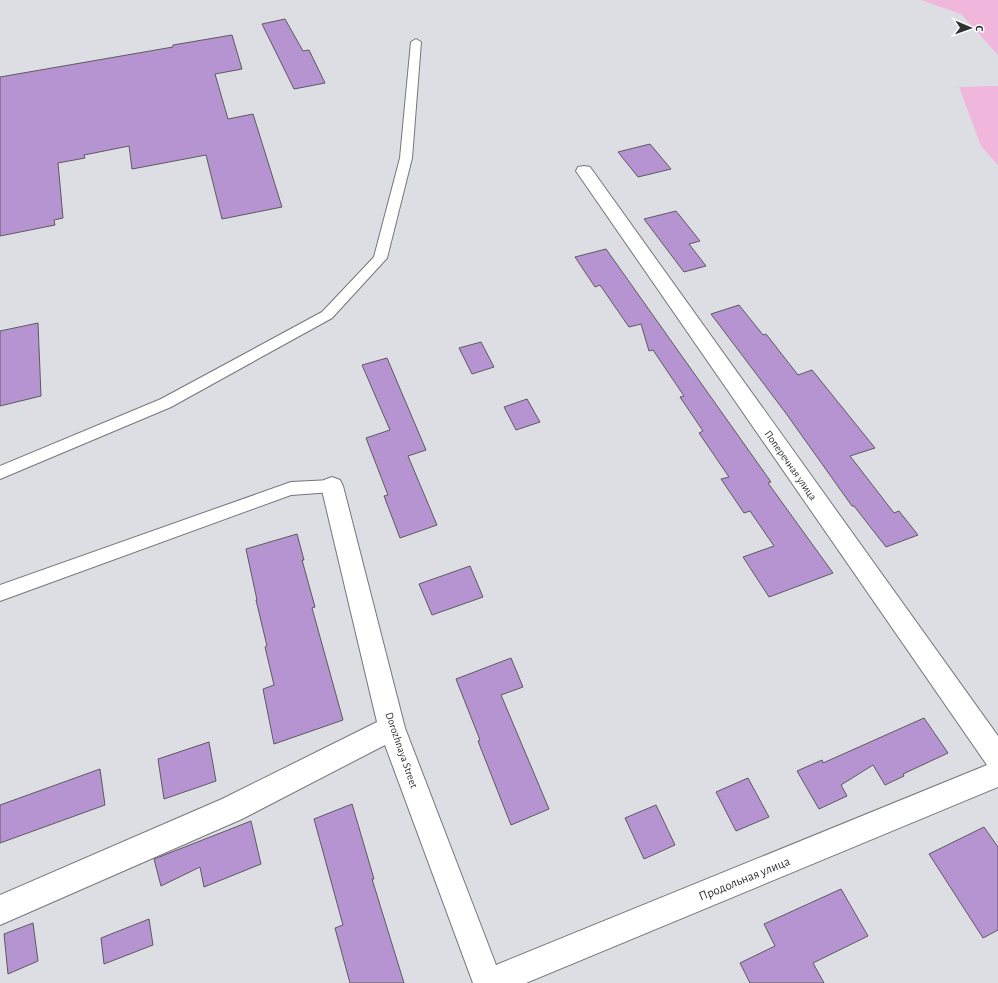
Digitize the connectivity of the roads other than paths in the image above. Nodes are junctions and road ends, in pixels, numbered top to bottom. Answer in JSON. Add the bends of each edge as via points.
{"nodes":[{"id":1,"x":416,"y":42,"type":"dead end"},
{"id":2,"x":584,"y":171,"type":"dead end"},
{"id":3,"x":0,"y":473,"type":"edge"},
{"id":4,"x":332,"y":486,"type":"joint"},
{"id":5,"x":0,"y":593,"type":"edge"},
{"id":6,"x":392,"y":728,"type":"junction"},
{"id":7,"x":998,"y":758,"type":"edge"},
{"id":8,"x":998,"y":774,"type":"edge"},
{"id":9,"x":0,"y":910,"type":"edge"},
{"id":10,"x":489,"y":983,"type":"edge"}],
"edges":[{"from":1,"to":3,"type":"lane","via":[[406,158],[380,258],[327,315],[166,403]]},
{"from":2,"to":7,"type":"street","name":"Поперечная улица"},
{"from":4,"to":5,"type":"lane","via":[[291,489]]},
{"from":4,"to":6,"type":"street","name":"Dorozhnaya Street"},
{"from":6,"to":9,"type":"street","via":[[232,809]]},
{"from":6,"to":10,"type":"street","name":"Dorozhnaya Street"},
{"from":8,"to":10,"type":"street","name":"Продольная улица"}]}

» **Assignment**
The records above are to be repeated exactly, with every picture removed from the copy.

» **Completed exercise**
Digitize the connectivity of the roads other than paths in the image above. Nodes are junctions and road ends, in pixels, numbered top to bottom. Answer in JSON. Add the bends of each edge as via points.
{"nodes":[{"id":1,"x":416,"y":42,"type":"dead end"},
{"id":2,"x":584,"y":171,"type":"dead end"},
{"id":3,"x":0,"y":473,"type":"edge"},
{"id":4,"x":332,"y":486,"type":"joint"},
{"id":5,"x":0,"y":593,"type":"edge"},
{"id":6,"x":392,"y":728,"type":"junction"},
{"id":7,"x":998,"y":758,"type":"edge"},
{"id":8,"x":998,"y":774,"type":"edge"},
{"id":9,"x":0,"y":910,"type":"edge"},
{"id":10,"x":489,"y":983,"type":"edge"}],
"edges":[{"from":1,"to":3,"type":"lane","via":[[406,158],[380,258],[327,315],[166,403]]},
{"from":2,"to":7,"type":"street","name":"Поперечная улица"},
{"from":4,"to":5,"type":"lane","via":[[291,489]]},
{"from":4,"to":6,"type":"street","name":"Dorozhnaya Street"},
{"from":6,"to":9,"type":"street","via":[[232,809]]},
{"from":6,"to":10,"type":"street","name":"Dorozhnaya Street"},
{"from":8,"to":10,"type":"street","name":"Продольная улица"}]}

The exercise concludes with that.